La mirada de Marwick se desvió hacia la retorcida cicatriz de la mejilla de Diablo, un poderoso recordatorio de lo poco que había significado la hermandad cuando llegó el momento de reclamar el poder.
—No tuve elección.
—Todos tuvimos elección esa noche. Tú escogiste tu título, tu dinero y tu poder. Y los tres te lo permitimos, aunque Whit quisiera borrarte del mapa antes de que la podredumbre de nuestro progenitor te consumiera. Te dejamos vivir a pesar de que tú preferías a las claras vernos muertos. Con una condición: nuestro padre estaba loco por un heredero y, aunque pudiera conseguir uno falso contigo, no tendría la satisfacción de que su linaje se perpetuara, ni siquiera estando él muerto. Siempre estaremos en lados opuestos de esta lucha, duque. La regla era que no hubiera herederos. La única regla. Te hemos dejado en paz todos estos años con tu título ilícito debido a ello. Pero quiero que sepas una cosa: si decides incumplirlo, te destrozaré y nunca encontrarás ni un ápice de felicidad en esta vida.

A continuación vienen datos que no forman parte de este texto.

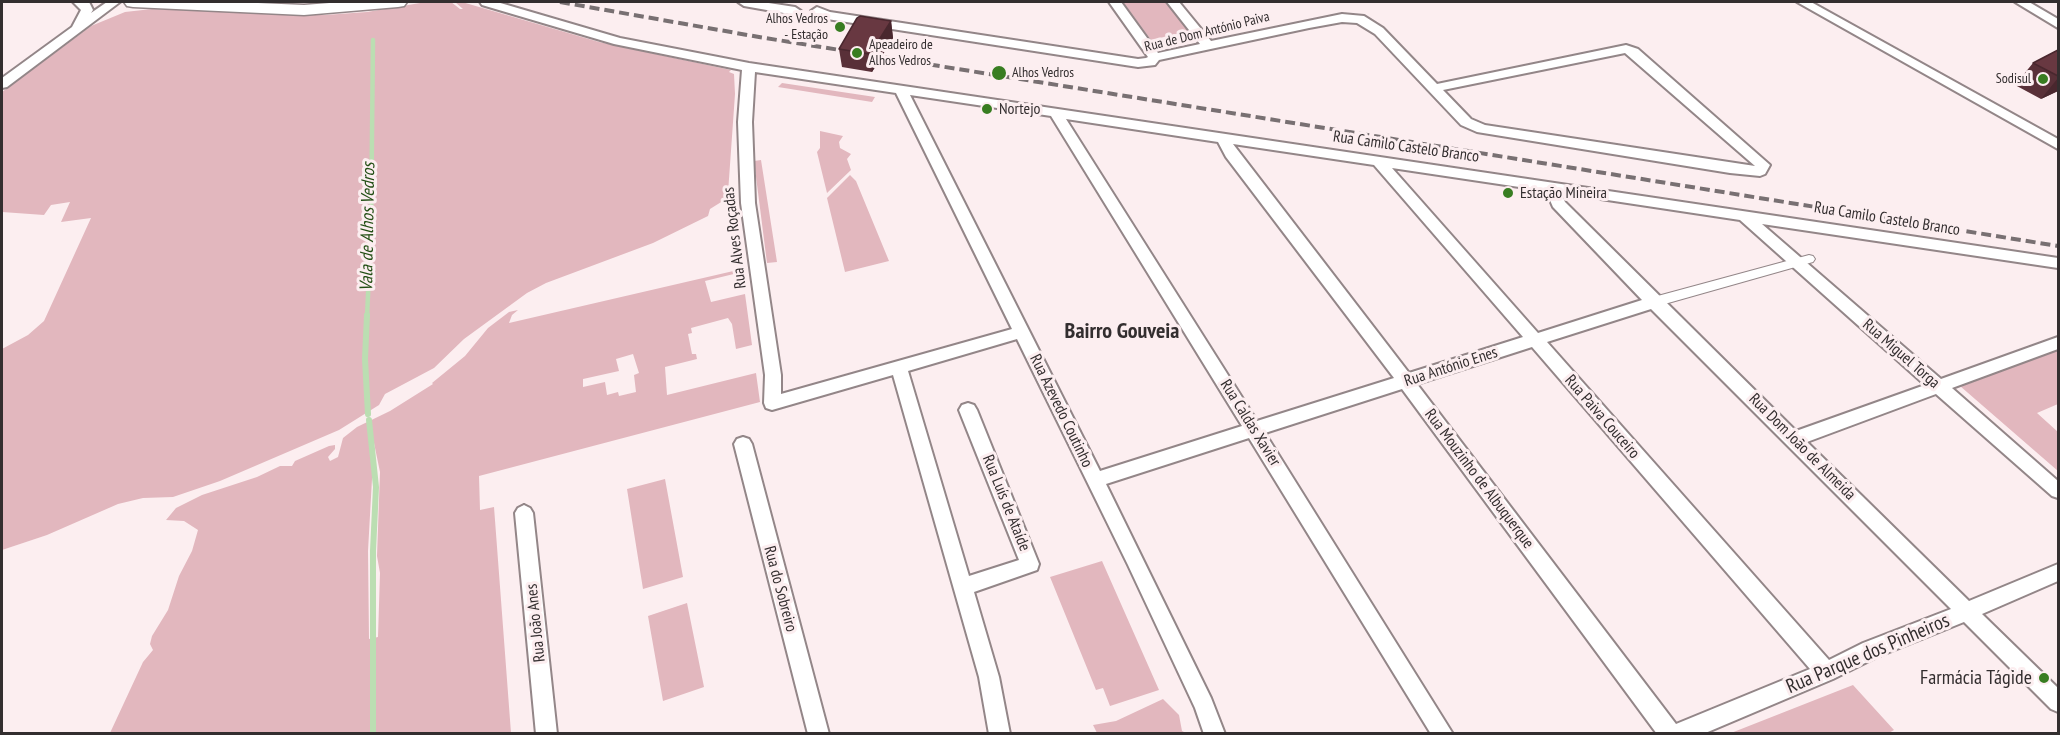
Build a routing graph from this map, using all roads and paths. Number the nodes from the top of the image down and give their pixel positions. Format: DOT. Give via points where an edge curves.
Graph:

—¿Y crees que ahora estoy pletórico?
Maldición, Diablo esperaba que no. Esperaba que no hubiera nada que hiciera feliz al duque. Se había alegrado del legendario retiro de su hermano, pues sabía que Ewan vivía en la casa en donde los habían obligado a competir; los hijos bastardos sumidos en una batalla por la legitimidad, por el nombre, el título y la fortuna. Se les enseñó cómo bailar, cómo comportarse en la mesa y cómo hablar con elocuencia para ocultar la vergonzosa forma en que los tres habían nacido.
Esperaba que cada recuerdo de su juventud consumiera a su hermano, y él mismo se consumía de arrepentimiento por haberse permitido desempeñar el papel de complaciente hijo de un maldito monstruo.